### Try it
Locate the line that contains "M282 535H309L311 539" in the entries below, then repeat it and every following line through the line that contains "M0 303 48 298", exactly, and no others.

### Saved entries
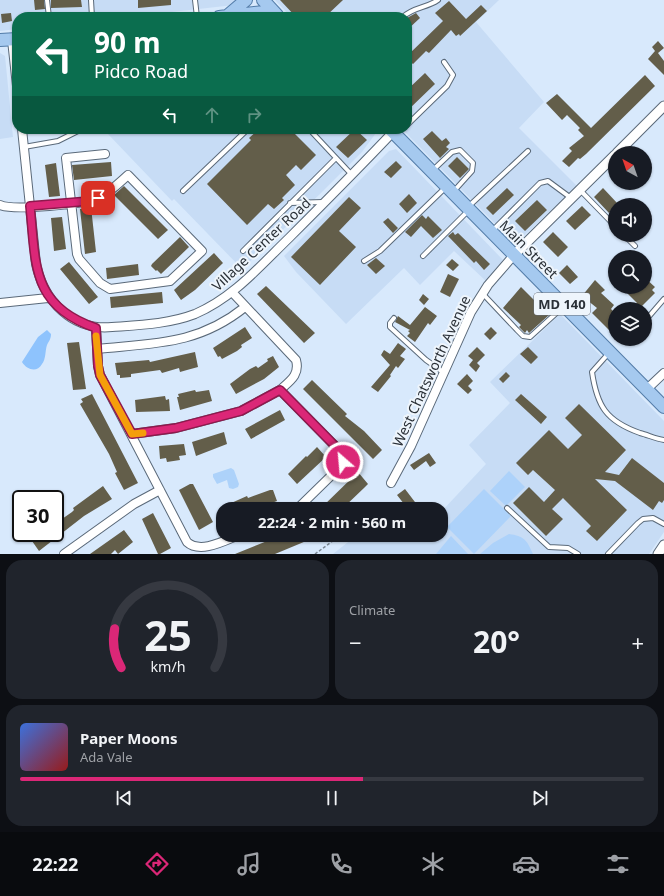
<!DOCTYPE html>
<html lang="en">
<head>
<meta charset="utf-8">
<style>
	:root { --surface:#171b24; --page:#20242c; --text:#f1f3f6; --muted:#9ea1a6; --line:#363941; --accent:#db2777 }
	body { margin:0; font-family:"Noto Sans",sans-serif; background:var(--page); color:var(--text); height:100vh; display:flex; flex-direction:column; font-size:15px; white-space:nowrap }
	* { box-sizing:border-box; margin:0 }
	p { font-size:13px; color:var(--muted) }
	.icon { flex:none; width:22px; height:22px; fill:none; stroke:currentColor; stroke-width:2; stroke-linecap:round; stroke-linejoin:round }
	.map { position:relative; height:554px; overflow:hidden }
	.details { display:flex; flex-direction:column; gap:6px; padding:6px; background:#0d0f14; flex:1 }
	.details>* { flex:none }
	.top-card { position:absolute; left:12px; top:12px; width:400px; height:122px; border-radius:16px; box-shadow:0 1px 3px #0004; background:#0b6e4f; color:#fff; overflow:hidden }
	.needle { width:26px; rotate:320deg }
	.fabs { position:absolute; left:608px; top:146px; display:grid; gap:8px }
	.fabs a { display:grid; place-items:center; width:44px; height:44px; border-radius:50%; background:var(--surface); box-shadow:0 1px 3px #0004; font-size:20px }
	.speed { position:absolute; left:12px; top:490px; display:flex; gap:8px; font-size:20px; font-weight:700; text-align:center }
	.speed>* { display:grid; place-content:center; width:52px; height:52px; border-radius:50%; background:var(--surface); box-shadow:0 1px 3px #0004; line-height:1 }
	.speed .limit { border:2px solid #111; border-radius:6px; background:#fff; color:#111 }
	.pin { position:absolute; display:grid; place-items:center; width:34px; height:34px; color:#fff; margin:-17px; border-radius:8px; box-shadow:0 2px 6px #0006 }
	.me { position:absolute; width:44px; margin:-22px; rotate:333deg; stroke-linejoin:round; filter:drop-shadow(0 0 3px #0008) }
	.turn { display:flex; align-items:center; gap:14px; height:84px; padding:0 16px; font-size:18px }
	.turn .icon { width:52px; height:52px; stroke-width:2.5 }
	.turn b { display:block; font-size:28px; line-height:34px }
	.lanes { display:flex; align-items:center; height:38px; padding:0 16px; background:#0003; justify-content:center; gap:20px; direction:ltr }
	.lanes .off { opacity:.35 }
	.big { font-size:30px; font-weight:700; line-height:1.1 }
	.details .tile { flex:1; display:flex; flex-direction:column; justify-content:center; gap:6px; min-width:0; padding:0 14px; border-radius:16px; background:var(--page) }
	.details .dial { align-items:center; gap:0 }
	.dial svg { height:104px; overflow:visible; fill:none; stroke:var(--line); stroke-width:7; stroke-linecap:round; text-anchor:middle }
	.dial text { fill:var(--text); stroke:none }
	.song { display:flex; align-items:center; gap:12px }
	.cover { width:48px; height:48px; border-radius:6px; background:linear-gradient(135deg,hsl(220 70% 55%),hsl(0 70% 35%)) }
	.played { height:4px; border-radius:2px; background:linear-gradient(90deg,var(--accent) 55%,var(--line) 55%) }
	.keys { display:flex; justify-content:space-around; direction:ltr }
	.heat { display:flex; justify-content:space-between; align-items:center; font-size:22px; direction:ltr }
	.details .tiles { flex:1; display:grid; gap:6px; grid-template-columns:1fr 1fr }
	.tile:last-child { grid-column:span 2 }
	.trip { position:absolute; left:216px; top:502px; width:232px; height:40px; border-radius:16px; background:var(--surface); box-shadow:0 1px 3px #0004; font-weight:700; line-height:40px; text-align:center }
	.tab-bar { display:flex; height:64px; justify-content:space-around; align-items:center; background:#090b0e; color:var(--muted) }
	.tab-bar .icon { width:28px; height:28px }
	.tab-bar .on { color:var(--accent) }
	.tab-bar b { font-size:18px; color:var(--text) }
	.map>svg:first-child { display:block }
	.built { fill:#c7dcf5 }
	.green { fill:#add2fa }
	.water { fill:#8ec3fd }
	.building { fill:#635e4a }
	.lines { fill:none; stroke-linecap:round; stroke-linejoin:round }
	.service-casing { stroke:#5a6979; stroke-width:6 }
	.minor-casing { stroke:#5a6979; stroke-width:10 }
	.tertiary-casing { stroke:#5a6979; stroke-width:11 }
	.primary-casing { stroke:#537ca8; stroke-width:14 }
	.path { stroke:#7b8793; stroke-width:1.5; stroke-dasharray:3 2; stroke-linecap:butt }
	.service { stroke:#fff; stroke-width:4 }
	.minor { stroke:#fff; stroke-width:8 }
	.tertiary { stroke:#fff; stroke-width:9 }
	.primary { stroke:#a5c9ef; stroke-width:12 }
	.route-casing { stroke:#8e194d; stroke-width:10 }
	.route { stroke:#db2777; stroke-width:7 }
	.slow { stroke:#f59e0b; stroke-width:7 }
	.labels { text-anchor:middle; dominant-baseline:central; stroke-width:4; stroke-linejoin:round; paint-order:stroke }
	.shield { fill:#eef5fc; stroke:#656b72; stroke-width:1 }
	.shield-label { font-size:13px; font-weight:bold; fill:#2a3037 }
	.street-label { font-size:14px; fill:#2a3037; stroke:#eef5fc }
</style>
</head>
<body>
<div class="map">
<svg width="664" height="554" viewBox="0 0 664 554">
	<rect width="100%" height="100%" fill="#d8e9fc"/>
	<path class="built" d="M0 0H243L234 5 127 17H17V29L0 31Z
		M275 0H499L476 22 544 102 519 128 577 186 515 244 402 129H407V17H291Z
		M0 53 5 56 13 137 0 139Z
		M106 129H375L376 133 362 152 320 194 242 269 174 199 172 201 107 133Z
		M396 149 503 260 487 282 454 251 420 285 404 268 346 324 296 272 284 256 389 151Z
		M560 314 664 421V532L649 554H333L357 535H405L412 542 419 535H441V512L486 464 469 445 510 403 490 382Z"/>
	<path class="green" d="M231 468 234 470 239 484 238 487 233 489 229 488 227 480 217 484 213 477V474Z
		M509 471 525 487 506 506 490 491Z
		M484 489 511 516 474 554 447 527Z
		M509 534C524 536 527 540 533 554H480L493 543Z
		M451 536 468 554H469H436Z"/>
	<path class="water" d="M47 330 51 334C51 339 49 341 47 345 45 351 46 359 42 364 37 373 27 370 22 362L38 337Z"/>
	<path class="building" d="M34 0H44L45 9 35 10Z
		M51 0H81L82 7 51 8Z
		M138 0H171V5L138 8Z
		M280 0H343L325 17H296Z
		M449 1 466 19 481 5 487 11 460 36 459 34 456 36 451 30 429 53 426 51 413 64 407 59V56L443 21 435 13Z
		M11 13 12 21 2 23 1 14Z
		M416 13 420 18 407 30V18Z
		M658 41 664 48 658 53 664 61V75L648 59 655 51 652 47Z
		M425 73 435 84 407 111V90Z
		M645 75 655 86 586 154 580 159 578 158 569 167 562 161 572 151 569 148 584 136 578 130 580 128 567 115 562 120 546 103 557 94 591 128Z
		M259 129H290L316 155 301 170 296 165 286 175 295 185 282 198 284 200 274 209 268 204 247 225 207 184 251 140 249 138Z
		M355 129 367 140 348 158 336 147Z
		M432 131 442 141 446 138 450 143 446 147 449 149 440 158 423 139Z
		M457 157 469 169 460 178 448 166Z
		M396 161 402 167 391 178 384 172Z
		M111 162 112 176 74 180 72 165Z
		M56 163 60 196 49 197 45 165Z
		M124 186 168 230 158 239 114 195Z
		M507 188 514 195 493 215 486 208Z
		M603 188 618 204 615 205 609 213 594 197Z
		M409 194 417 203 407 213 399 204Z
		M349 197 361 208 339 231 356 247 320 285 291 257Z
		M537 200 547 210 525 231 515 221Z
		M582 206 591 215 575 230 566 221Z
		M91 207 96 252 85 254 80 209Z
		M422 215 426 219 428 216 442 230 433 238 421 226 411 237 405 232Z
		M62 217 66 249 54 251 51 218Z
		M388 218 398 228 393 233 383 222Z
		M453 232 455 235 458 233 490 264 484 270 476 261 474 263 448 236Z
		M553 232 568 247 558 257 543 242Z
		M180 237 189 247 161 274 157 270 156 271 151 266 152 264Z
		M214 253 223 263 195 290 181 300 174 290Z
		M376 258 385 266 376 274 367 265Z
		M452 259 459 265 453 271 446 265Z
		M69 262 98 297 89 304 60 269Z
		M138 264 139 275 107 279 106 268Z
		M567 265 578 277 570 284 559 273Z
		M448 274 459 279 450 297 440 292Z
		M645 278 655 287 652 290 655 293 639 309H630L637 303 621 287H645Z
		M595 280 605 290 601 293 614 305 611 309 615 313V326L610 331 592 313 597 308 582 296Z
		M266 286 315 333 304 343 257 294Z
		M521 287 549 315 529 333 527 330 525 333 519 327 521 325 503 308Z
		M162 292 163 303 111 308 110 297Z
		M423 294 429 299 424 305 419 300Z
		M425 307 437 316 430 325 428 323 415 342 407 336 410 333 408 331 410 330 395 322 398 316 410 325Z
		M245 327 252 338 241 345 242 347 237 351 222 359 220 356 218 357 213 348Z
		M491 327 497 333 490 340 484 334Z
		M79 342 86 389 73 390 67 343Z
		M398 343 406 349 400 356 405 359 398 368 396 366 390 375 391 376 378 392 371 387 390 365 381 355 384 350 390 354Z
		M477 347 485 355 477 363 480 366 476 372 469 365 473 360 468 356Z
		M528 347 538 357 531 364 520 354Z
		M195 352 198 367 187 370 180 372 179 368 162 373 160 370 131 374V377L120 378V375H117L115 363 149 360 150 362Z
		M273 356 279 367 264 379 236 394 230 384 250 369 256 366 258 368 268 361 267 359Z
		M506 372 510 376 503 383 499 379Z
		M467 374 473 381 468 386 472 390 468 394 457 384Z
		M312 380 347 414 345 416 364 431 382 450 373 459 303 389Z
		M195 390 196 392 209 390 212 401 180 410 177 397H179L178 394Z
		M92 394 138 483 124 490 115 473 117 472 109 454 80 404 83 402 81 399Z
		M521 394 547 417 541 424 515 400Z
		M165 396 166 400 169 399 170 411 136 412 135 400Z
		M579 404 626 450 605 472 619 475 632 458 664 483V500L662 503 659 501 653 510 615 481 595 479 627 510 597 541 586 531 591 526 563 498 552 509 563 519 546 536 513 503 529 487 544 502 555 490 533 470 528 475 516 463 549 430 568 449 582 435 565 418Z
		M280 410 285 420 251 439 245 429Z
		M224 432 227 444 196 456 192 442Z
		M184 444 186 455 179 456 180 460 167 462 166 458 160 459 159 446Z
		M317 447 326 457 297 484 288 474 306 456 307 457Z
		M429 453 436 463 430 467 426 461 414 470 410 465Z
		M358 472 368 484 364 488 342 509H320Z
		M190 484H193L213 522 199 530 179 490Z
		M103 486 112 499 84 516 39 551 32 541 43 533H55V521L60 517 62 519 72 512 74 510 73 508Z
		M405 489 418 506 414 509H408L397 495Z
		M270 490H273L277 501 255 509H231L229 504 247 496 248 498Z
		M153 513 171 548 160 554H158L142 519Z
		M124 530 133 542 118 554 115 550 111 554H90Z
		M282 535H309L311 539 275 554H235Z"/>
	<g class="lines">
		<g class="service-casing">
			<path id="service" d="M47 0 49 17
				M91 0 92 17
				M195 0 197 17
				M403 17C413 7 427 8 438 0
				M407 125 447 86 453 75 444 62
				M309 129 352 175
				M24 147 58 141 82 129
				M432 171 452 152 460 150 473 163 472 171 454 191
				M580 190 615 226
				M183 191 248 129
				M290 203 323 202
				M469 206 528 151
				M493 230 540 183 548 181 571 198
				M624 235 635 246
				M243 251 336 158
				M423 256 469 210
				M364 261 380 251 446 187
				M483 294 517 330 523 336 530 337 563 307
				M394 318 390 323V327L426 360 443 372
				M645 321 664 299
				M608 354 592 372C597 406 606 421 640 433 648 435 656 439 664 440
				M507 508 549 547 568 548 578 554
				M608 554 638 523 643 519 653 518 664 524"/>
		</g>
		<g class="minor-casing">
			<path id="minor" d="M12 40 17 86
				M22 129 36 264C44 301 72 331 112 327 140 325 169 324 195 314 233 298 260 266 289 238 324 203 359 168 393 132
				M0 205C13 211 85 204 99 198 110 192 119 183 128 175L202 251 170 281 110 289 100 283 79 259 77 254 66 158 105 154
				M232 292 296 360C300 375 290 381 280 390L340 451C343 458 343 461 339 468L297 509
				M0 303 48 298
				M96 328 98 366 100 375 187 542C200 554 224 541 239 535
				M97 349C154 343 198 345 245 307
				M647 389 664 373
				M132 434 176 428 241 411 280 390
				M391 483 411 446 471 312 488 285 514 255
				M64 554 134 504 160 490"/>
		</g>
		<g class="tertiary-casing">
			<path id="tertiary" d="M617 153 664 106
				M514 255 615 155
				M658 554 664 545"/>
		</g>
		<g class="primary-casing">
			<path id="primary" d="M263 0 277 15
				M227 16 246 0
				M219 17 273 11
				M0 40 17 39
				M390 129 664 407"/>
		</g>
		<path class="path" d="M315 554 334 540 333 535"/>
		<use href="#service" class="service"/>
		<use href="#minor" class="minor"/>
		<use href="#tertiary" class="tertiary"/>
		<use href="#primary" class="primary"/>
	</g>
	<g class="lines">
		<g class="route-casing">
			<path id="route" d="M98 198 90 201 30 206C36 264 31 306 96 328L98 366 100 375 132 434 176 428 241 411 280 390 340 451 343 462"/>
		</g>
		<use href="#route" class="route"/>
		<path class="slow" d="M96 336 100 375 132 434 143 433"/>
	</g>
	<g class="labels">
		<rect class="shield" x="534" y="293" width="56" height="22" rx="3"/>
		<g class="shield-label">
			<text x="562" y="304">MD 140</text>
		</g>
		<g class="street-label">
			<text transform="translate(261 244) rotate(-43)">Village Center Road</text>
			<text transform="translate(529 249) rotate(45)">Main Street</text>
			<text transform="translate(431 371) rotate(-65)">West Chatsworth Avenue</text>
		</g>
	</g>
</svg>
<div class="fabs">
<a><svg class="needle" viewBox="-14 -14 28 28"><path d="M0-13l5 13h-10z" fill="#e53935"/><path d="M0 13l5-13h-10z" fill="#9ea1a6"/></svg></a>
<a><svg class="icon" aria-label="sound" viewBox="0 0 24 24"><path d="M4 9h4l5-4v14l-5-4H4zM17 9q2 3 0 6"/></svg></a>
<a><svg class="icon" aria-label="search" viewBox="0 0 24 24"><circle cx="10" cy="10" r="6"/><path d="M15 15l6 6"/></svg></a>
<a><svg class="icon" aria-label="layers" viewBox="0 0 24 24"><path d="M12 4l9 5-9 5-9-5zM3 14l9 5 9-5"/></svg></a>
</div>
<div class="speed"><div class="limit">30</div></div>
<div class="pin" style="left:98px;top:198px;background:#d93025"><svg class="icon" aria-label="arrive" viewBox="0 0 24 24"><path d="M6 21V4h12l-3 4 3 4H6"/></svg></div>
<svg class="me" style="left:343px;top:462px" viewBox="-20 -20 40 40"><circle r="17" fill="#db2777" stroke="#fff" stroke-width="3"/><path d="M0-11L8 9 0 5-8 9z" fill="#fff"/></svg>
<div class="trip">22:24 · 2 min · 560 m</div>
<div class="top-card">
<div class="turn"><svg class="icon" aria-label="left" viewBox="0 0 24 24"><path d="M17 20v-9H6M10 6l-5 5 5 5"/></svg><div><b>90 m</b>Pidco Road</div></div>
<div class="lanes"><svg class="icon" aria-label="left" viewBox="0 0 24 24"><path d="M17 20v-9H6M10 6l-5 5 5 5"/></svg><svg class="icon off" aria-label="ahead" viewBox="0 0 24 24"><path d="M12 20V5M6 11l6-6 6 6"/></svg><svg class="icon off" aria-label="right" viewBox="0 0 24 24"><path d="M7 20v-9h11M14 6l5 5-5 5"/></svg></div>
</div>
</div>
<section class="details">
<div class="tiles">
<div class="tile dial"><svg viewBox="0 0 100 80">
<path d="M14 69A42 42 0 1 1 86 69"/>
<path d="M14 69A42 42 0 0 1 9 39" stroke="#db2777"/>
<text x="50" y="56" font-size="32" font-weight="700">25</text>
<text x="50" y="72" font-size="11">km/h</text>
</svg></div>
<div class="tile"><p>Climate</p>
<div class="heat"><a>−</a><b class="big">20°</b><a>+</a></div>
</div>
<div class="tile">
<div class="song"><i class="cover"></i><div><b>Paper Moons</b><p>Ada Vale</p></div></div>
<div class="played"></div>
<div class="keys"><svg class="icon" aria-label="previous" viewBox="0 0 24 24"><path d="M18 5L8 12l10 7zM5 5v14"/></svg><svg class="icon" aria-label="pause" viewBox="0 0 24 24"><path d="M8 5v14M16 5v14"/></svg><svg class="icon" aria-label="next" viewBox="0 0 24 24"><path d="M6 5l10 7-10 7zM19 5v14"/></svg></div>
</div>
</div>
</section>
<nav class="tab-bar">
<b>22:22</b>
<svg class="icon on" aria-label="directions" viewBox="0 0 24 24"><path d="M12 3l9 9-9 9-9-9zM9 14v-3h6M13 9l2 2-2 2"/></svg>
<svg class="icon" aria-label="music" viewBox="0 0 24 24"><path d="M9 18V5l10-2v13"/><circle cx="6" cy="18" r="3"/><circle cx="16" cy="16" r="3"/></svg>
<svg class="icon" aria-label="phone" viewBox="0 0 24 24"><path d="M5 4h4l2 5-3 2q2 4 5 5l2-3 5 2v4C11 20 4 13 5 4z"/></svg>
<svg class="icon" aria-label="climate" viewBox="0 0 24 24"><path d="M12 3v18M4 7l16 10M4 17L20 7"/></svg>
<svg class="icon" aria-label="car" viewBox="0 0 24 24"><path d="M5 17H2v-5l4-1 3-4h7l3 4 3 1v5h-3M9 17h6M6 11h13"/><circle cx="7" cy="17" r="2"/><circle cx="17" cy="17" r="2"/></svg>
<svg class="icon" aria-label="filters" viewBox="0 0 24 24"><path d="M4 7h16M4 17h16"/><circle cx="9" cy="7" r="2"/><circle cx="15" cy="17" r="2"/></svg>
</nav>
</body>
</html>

### Answer for this exercise
		M282 535H309L311 539 275 554H235Z"/>
	<g class="lines">
		<g class="service-casing">
			<path id="service" d="M47 0 49 17
				M91 0 92 17
				M195 0 197 17
				M403 17C413 7 427 8 438 0
				M407 125 447 86 453 75 444 62
				M309 129 352 175
				M24 147 58 141 82 129
				M432 171 452 152 460 150 473 163 472 171 454 191
				M580 190 615 226
				M183 191 248 129
				M290 203 323 202
				M469 206 528 151
				M493 230 540 183 548 181 571 198
				M624 235 635 246
				M243 251 336 158
				M423 256 469 210
				M364 261 380 251 446 187
				M483 294 517 330 523 336 530 337 563 307
				M394 318 390 323V327L426 360 443 372
				M645 321 664 299
				M608 354 592 372C597 406 606 421 640 433 648 435 656 439 664 440
				M507 508 549 547 568 548 578 554
				M608 554 638 523 643 519 653 518 664 524"/>
		</g>
		<g class="minor-casing">
			<path id="minor" d="M12 40 17 86
				M22 129 36 264C44 301 72 331 112 327 140 325 169 324 195 314 233 298 260 266 289 238 324 203 359 168 393 132
				M0 205C13 211 85 204 99 198 110 192 119 183 128 175L202 251 170 281 110 289 100 283 79 259 77 254 66 158 105 154
				M232 292 296 360C300 375 290 381 280 390L340 451C343 458 343 461 339 468L297 509
				M0 303 48 298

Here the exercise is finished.